- **SUPPLIED RECORDS**

=== Begin Enclosure ===

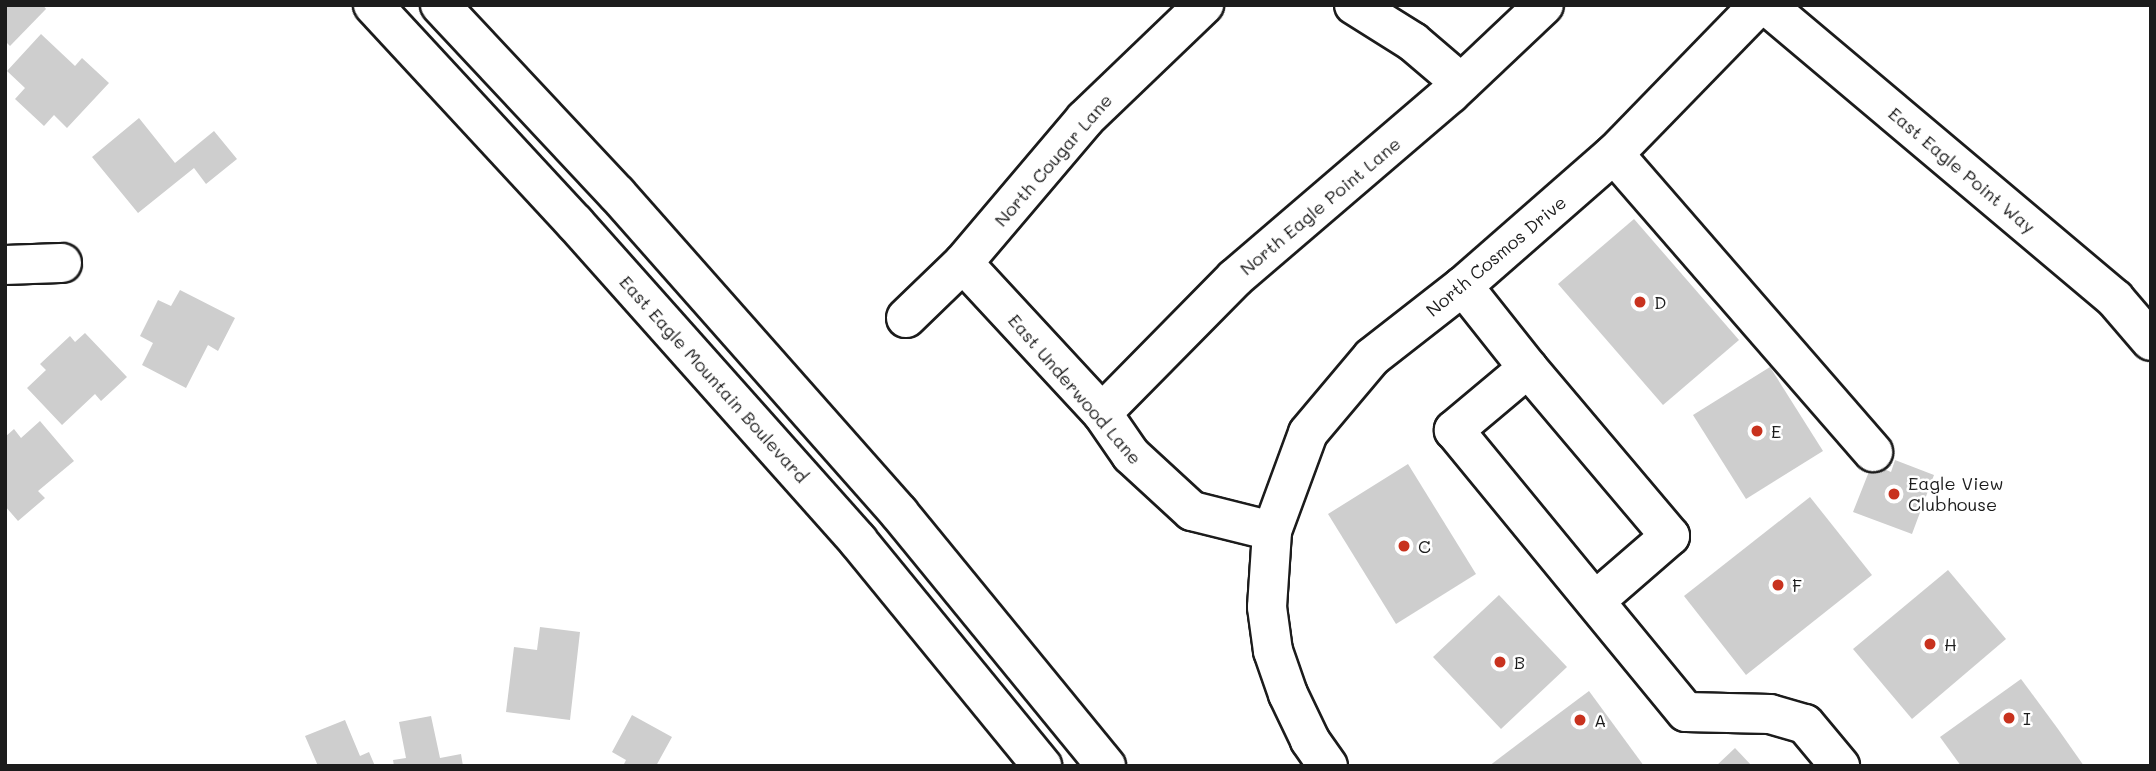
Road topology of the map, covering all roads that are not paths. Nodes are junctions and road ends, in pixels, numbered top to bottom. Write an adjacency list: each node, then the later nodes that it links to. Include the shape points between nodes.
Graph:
1 (373, 5): 21 (street, East Eagle Mountain Boulevard, via 575,223 858,541)
2 (440, 5): 22 (street, via 617,194 899,513)
3 (1204, 5): 11 (street, North Cougar Lane, via 1085,119)
4 (1354, 5): 8 (street, via 1413,42)
5 (1544, 5): 8 (street, North Eagle Point Lane)
6 (1759, 5): 9 (street, North Cosmos Drive)
7 (1766, 5): 15 (street, East Eagle Point Way, via 2115,299)
8 (1461, 83): 17 (street, North Eagle Point Lane, via 1235,278)
9 (1614, 154): 13 (street, North Cosmos Drive); 18 (street)
10 (62, 263): 12 (street)
11 (963, 263): 14 (street, North Cougar Lane); 17 (street, East Underwood Lane)
12 (5, 265)
13 (1463, 286): 16 (street); 19 (street, North Cosmos Drive, via 1371,357 1337,393 1308,433)
14 (906, 318)
15 (2151, 341)
16 (1528, 368): 20 (street, via 1454,430); 20 (street, via 1670,536)
17 (1102, 414): 19 (street, East Underwood Lane, via 1131,456 1192,511)
18 (1873, 452)
19 (1272, 531): 23 (street, North Cosmos Drive, via 1267,607 1273,651 1310,740)
20 (1595, 601): 24 (street, via 1686,712 1770,714 1805,724)
21 (1042, 766)
22 (1106, 766)
23 (1328, 766)
24 (1840, 766)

=== End Enclosure ===

- **AIM OF THE TASK**
Would you please repeat the entries above verbatim, excluding each picture?

- **PROBLEM SOLUTION**
Road topology of the map, covering all roads that are not paths. Nodes are junctions and road ends, in pixels, numbered top to bottom. Write an adjacency list: each node, then the later nodes that it links to. Include the shape points between nodes.
Graph:
1 (373, 5): 21 (street, East Eagle Mountain Boulevard, via 575,223 858,541)
2 (440, 5): 22 (street, via 617,194 899,513)
3 (1204, 5): 11 (street, North Cougar Lane, via 1085,119)
4 (1354, 5): 8 (street, via 1413,42)
5 (1544, 5): 8 (street, North Eagle Point Lane)
6 (1759, 5): 9 (street, North Cosmos Drive)
7 (1766, 5): 15 (street, East Eagle Point Way, via 2115,299)
8 (1461, 83): 17 (street, North Eagle Point Lane, via 1235,278)
9 (1614, 154): 13 (street, North Cosmos Drive); 18 (street)
10 (62, 263): 12 (street)
11 (963, 263): 14 (street, North Cougar Lane); 17 (street, East Underwood Lane)
12 (5, 265)
13 (1463, 286): 16 (street); 19 (street, North Cosmos Drive, via 1371,357 1337,393 1308,433)
14 (906, 318)
15 (2151, 341)
16 (1528, 368): 20 (street, via 1454,430); 20 (street, via 1670,536)
17 (1102, 414): 19 (street, East Underwood Lane, via 1131,456 1192,511)
18 (1873, 452)
19 (1272, 531): 23 (street, North Cosmos Drive, via 1267,607 1273,651 1310,740)
20 (1595, 601): 24 (street, via 1686,712 1770,714 1805,724)
21 (1042, 766)
22 (1106, 766)
23 (1328, 766)
24 (1840, 766)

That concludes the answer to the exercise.